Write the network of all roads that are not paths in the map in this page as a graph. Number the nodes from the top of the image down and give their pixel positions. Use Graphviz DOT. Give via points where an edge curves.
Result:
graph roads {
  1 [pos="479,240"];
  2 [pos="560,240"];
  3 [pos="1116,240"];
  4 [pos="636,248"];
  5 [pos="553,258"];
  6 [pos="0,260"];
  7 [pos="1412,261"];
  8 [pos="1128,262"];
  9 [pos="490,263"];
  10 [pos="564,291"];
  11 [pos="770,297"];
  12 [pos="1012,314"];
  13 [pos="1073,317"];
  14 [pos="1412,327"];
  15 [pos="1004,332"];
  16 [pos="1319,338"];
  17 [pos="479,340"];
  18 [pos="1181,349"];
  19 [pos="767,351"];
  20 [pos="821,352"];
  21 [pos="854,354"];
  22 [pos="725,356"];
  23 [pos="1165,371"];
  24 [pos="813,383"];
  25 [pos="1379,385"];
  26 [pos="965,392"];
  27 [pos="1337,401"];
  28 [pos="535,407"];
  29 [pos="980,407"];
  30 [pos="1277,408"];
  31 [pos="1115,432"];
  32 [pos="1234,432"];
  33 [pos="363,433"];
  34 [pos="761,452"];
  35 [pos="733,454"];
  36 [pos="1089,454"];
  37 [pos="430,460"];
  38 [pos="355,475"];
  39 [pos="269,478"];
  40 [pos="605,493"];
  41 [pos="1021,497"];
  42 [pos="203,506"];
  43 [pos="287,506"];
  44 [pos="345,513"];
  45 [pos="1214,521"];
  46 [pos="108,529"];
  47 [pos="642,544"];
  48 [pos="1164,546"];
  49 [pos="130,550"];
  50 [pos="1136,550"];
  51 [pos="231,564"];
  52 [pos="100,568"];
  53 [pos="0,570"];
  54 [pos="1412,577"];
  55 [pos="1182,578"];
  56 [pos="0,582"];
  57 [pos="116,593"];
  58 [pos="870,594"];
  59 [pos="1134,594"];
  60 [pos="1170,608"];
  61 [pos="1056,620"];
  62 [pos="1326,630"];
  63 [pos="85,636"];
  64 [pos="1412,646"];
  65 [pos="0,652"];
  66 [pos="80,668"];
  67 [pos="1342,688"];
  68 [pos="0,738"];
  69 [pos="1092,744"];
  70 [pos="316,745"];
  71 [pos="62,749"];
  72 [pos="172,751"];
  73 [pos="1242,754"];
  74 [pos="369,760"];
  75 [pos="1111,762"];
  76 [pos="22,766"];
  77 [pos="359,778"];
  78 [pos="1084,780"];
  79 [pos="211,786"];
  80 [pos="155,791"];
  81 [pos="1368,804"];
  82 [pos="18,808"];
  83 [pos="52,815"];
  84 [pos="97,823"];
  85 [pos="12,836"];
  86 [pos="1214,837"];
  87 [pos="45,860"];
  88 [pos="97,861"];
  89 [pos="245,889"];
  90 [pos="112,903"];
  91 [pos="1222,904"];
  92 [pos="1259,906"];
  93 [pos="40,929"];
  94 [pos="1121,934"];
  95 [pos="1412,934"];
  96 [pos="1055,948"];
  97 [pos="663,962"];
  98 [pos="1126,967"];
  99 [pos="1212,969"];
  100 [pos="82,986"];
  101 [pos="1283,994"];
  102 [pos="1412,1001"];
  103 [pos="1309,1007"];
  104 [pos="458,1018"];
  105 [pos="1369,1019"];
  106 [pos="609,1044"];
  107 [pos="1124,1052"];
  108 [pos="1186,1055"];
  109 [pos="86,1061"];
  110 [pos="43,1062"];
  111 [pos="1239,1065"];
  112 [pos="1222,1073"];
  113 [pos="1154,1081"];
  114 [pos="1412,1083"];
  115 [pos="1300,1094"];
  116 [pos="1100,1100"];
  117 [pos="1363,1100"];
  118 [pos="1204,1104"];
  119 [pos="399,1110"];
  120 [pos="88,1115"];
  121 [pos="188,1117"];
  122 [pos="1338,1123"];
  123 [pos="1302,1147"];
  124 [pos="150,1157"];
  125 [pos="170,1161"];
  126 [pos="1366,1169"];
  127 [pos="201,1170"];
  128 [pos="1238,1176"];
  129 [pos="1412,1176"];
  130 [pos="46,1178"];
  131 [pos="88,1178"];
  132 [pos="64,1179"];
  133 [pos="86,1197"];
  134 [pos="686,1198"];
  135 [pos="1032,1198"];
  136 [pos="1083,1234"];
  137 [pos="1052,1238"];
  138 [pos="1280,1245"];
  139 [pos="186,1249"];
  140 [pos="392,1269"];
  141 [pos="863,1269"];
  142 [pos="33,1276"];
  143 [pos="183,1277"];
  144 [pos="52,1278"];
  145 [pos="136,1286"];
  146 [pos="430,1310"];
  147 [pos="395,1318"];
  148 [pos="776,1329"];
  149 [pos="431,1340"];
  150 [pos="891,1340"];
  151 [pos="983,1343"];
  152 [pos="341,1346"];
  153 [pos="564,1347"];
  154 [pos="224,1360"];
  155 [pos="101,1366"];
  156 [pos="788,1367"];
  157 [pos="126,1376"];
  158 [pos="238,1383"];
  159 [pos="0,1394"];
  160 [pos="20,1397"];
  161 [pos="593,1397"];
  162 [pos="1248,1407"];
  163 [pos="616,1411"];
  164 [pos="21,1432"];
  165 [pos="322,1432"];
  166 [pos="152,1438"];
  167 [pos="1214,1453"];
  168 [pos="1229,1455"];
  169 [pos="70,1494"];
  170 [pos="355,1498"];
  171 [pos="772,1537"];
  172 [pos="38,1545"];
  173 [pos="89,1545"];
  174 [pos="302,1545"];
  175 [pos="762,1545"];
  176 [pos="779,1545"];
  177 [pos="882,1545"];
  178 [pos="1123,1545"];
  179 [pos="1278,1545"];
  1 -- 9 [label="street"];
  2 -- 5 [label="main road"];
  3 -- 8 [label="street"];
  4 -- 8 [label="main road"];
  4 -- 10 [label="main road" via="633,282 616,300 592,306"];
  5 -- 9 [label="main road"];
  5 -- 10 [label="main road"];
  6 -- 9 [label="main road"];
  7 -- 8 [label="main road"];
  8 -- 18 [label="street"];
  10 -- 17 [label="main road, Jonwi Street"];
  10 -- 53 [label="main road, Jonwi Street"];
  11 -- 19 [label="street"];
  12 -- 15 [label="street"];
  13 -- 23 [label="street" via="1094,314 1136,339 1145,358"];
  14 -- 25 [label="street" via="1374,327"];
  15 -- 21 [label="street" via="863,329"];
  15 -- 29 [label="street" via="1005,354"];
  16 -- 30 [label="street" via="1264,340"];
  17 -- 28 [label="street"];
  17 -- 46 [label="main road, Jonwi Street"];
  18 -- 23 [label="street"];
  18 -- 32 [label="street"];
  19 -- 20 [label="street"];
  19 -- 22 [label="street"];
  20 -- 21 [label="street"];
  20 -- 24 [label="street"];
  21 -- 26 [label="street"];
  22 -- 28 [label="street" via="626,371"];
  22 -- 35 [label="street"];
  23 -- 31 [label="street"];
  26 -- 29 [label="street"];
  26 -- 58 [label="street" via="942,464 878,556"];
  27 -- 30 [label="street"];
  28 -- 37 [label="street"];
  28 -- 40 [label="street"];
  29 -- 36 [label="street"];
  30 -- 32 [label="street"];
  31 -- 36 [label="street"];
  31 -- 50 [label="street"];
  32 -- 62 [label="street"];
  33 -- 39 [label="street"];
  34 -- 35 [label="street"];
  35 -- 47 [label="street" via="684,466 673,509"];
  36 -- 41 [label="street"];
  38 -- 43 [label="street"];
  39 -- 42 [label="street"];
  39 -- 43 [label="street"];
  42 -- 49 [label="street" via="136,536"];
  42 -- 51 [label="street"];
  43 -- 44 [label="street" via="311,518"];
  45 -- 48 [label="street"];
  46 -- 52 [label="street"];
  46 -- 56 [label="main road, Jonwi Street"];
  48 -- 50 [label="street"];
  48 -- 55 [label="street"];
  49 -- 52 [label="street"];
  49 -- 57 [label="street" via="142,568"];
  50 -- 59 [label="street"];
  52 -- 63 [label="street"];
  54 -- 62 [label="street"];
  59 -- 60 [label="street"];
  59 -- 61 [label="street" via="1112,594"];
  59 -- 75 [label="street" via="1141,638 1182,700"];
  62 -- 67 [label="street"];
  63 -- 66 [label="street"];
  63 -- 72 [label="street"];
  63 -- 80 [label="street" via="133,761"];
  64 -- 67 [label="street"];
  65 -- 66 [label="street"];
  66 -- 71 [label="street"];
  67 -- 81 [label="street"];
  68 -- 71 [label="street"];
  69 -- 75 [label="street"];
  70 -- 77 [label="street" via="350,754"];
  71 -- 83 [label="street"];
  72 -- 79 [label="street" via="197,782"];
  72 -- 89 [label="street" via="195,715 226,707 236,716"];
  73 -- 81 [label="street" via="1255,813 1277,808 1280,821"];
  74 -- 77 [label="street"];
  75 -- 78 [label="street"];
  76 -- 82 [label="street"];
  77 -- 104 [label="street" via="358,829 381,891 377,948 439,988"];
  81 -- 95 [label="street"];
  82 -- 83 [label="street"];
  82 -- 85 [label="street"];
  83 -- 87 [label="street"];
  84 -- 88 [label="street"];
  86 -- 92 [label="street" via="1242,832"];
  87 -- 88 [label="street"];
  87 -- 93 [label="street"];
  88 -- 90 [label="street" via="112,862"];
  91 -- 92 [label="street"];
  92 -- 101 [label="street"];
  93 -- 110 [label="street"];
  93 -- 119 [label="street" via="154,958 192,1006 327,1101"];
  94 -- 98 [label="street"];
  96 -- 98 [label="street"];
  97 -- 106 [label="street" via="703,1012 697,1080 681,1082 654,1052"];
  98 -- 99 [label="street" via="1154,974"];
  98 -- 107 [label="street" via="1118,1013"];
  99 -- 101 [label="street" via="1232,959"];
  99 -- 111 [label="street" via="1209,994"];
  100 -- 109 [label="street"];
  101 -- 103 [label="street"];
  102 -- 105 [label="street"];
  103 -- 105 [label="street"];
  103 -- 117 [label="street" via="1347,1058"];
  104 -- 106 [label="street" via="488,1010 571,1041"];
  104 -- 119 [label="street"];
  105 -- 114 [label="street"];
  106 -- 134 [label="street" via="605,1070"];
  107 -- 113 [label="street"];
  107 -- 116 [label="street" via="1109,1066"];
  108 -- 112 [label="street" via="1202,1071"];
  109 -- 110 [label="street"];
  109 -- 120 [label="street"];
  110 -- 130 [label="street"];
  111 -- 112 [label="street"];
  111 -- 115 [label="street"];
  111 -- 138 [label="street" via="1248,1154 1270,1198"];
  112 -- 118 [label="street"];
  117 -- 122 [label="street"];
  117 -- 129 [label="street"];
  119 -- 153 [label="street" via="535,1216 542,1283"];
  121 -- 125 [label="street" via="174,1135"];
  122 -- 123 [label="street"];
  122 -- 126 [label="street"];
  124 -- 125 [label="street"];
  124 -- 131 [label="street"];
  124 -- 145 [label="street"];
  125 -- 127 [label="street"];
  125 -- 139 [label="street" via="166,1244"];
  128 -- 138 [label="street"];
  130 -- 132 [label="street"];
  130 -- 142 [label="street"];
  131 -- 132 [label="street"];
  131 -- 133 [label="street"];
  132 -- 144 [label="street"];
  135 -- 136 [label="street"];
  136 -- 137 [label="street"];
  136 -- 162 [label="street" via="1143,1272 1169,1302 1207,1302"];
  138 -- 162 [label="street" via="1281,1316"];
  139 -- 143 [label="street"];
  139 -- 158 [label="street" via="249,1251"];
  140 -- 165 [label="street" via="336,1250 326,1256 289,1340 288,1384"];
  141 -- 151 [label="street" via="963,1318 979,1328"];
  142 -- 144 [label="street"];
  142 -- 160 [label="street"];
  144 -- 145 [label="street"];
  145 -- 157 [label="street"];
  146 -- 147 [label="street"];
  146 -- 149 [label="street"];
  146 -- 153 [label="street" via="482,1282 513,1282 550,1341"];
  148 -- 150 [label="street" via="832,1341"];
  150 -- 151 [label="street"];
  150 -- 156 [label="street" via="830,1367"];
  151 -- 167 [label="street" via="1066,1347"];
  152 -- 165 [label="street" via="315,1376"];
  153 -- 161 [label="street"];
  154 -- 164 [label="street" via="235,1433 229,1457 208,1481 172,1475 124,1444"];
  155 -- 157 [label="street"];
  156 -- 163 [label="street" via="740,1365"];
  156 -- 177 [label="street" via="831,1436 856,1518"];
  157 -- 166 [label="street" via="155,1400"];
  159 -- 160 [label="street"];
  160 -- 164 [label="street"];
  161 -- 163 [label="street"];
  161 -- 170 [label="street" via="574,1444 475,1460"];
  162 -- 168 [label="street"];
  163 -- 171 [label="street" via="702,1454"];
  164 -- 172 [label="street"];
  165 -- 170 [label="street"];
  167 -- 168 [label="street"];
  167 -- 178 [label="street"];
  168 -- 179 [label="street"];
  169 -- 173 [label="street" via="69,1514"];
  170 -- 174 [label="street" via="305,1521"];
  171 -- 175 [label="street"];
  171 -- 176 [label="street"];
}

——————

▶ [ABOUT THIS EXERCISE]:
Scan the listing above, and wherever a line holds the string "Jonwi", copy that line.

▶ [RESPONSE TO THIS EXERCISE]:
  10 -- 17 [label="main road, Jonwi Street"];
  10 -- 53 [label="main road, Jonwi Street"];
  17 -- 46 [label="main road, Jonwi Street"];
  46 -- 56 [label="main road, Jonwi Street"];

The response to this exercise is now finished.